+++ RECORDS FOR THIS TASK
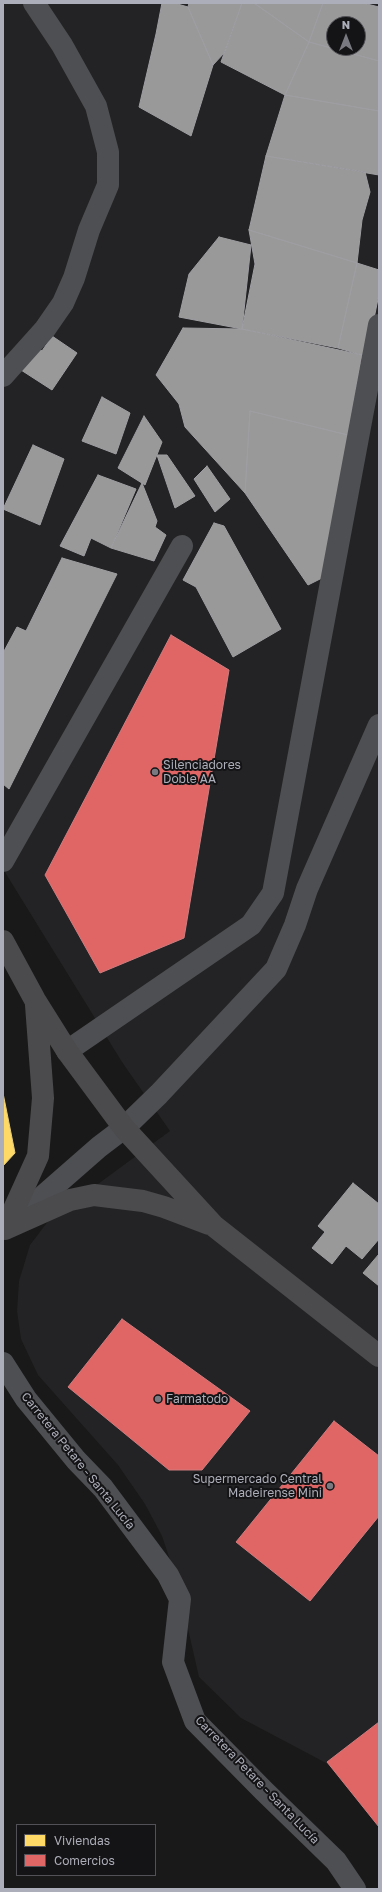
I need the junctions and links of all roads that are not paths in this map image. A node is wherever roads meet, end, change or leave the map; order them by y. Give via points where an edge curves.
1 (34, 3) edge
2 (379, 325) edge
3 (5, 369) edge
4 (182, 546) dead end
5 (379, 725) edge
6 (3, 860) edge
7 (3, 941) edge
8 (35, 1000) junction
9 (67, 1051) junction
10 (124, 1128) junction
11 (214, 1226) junction
12 (4, 1231) edge
13 (379, 1356) edge
14 (3, 1363) edge
15 (355, 1889) edge

1 - 3 street via 62,45 96,106 108,152 108,185 63,303 45,329
2 - 9 street via 273,893 251,925
4 - 6 street
5 - 10 street via 307,889 276,969
7 - 8 main road
8 - 9 main road
8 - 12 main road via 43,1098 38,1156
9 - 10 main road
10 - 11 main road
10 - 12 street
11 - 12 main road via 164,1206 94,1195 70,1200
11 - 13 main road
14 - 15 street, Carretera Petare - Santa Lucía via 26,1399 102,1488 168,1575 180,1599 173,1662 195,1721 336,1861

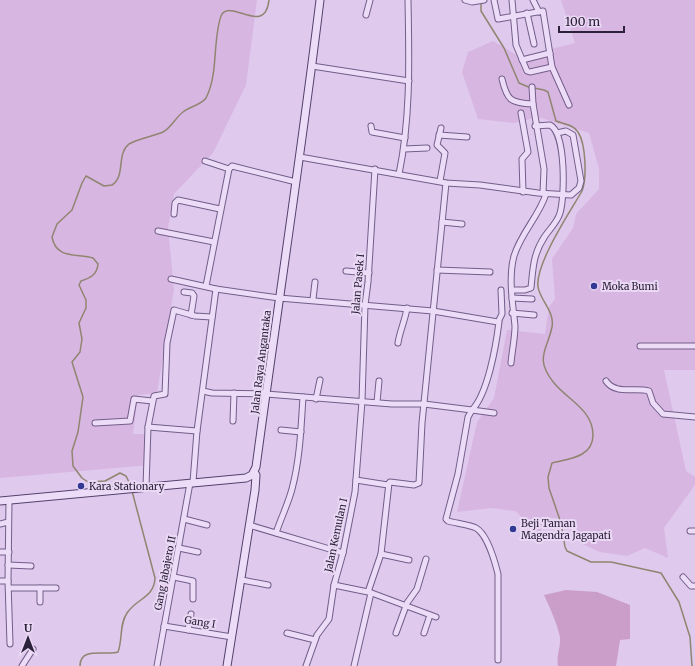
++++++
§ **WORK TO BE COMPLETED**: Repeat every record above exactly. Omit the pictures.

§ **RESPONSE FOR THIS EXERCISE**:
I need the junctions and links of all roads that are not paths in this map image. A node is wherever roads meet, end, change or leave the map; order them by y. Give via points where an edge curves.
1 (34, 3) edge
2 (379, 325) edge
3 (5, 369) edge
4 (182, 546) dead end
5 (379, 725) edge
6 (3, 860) edge
7 (3, 941) edge
8 (35, 1000) junction
9 (67, 1051) junction
10 (124, 1128) junction
11 (214, 1226) junction
12 (4, 1231) edge
13 (379, 1356) edge
14 (3, 1363) edge
15 (355, 1889) edge

1 - 3 street via 62,45 96,106 108,152 108,185 63,303 45,329
2 - 9 street via 273,893 251,925
4 - 6 street
5 - 10 street via 307,889 276,969
7 - 8 main road
8 - 9 main road
8 - 12 main road via 43,1098 38,1156
9 - 10 main road
10 - 11 main road
10 - 12 street
11 - 12 main road via 164,1206 94,1195 70,1200
11 - 13 main road
14 - 15 street, Carretera Petare - Santa Lucía via 26,1399 102,1488 168,1575 180,1599 173,1662 195,1721 336,1861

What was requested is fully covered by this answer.